Task data:
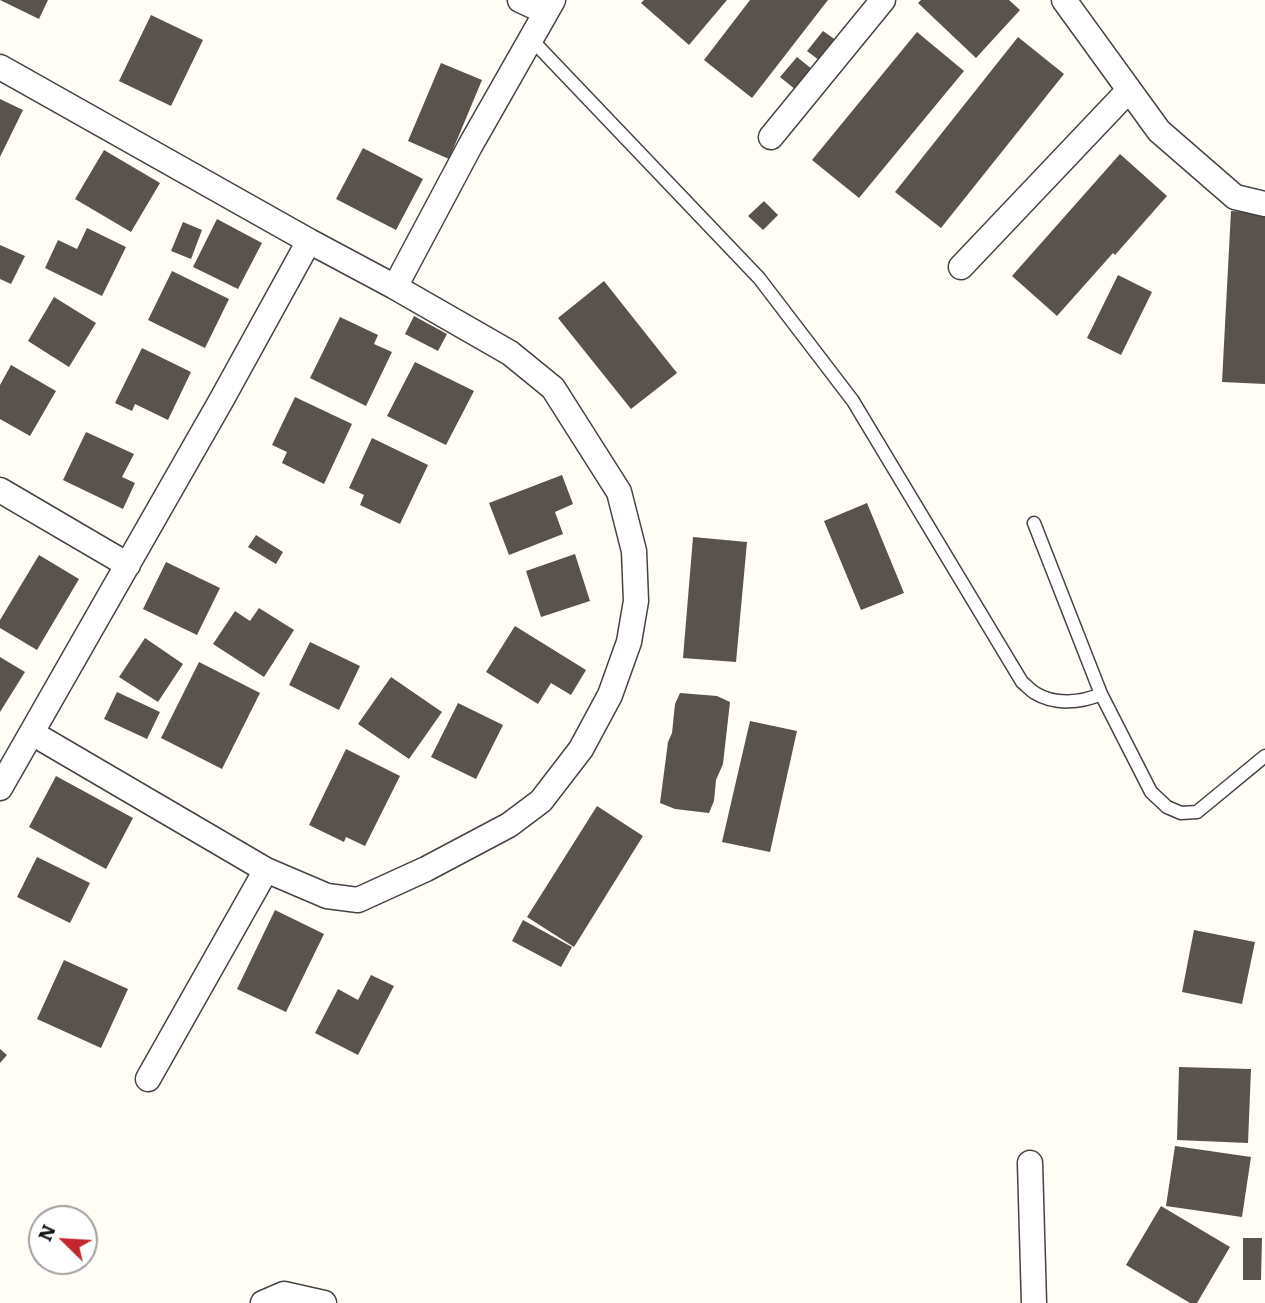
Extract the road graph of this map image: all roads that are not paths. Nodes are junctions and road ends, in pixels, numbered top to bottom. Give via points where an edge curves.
1 (520, 0) edge
2 (883, 0) edge
3 (1064, 0) edge
4 (550, 6) edge
5 (531, 40) junction
6 (0, 66) edge
7 (1129, 90) junction
8 (771, 137) dead end
9 (1265, 204) edge
10 (309, 241) junction
11 (961, 267) dead end
12 (396, 287) junction
13 (0, 490) edge
14 (1034, 523) dead end
15 (128, 565) junction
16 (1101, 694) junction
17 (32, 733) junction
18 (1265, 756) edge
19 (0, 788) edge
20 (266, 870) junction
21 (148, 1079) dead end
22 (1030, 1163) dead end
23 (263, 1303) edge
24 (324, 1303) edge
25 (1034, 1303) edge

1 - 4 street
2 - 8 street
3 - 7 street
4 - 5 street
5 - 12 street
5 - 16 lane via 759,278 814,349 853,401 1022,682 1036,694 1054,700 1088,700
6 - 10 street
7 - 9 street via 1159,131 1235,197
7 - 11 street
10 - 12 street
10 - 15 street
12 - 20 street via 510,353 553,388 620,492 634,551 636,601 629,642 610,695 581,749 541,801 509,825 358,900 327,896
13 - 15 street
14 - 16 lane
15 - 17 street
16 - 18 lane via 1151,792 1181,814 1197,812
17 - 19 street
17 - 20 street
20 - 21 street
22 - 25 street
23 - 24 street via 284,1294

Exercise: Transcribe each record exactly as it stands, setting aside any pictures.

Exercise answer:
Extract the road graph of this map image: all roads that are not paths. Nodes are junctions and road ends, in pixels, numbered top to bottom. Give via points where an edge curves.
1 (520, 0) edge
2 (883, 0) edge
3 (1064, 0) edge
4 (550, 6) edge
5 (531, 40) junction
6 (0, 66) edge
7 (1129, 90) junction
8 (771, 137) dead end
9 (1265, 204) edge
10 (309, 241) junction
11 (961, 267) dead end
12 (396, 287) junction
13 (0, 490) edge
14 (1034, 523) dead end
15 (128, 565) junction
16 (1101, 694) junction
17 (32, 733) junction
18 (1265, 756) edge
19 (0, 788) edge
20 (266, 870) junction
21 (148, 1079) dead end
22 (1030, 1163) dead end
23 (263, 1303) edge
24 (324, 1303) edge
25 (1034, 1303) edge

1 - 4 street
2 - 8 street
3 - 7 street
4 - 5 street
5 - 12 street
5 - 16 lane via 759,278 814,349 853,401 1022,682 1036,694 1054,700 1088,700
6 - 10 street
7 - 9 street via 1159,131 1235,197
7 - 11 street
10 - 12 street
10 - 15 street
12 - 20 street via 510,353 553,388 620,492 634,551 636,601 629,642 610,695 581,749 541,801 509,825 358,900 327,896
13 - 15 street
14 - 16 lane
15 - 17 street
16 - 18 lane via 1151,792 1181,814 1197,812
17 - 19 street
17 - 20 street
20 - 21 street
22 - 25 street
23 - 24 street via 284,1294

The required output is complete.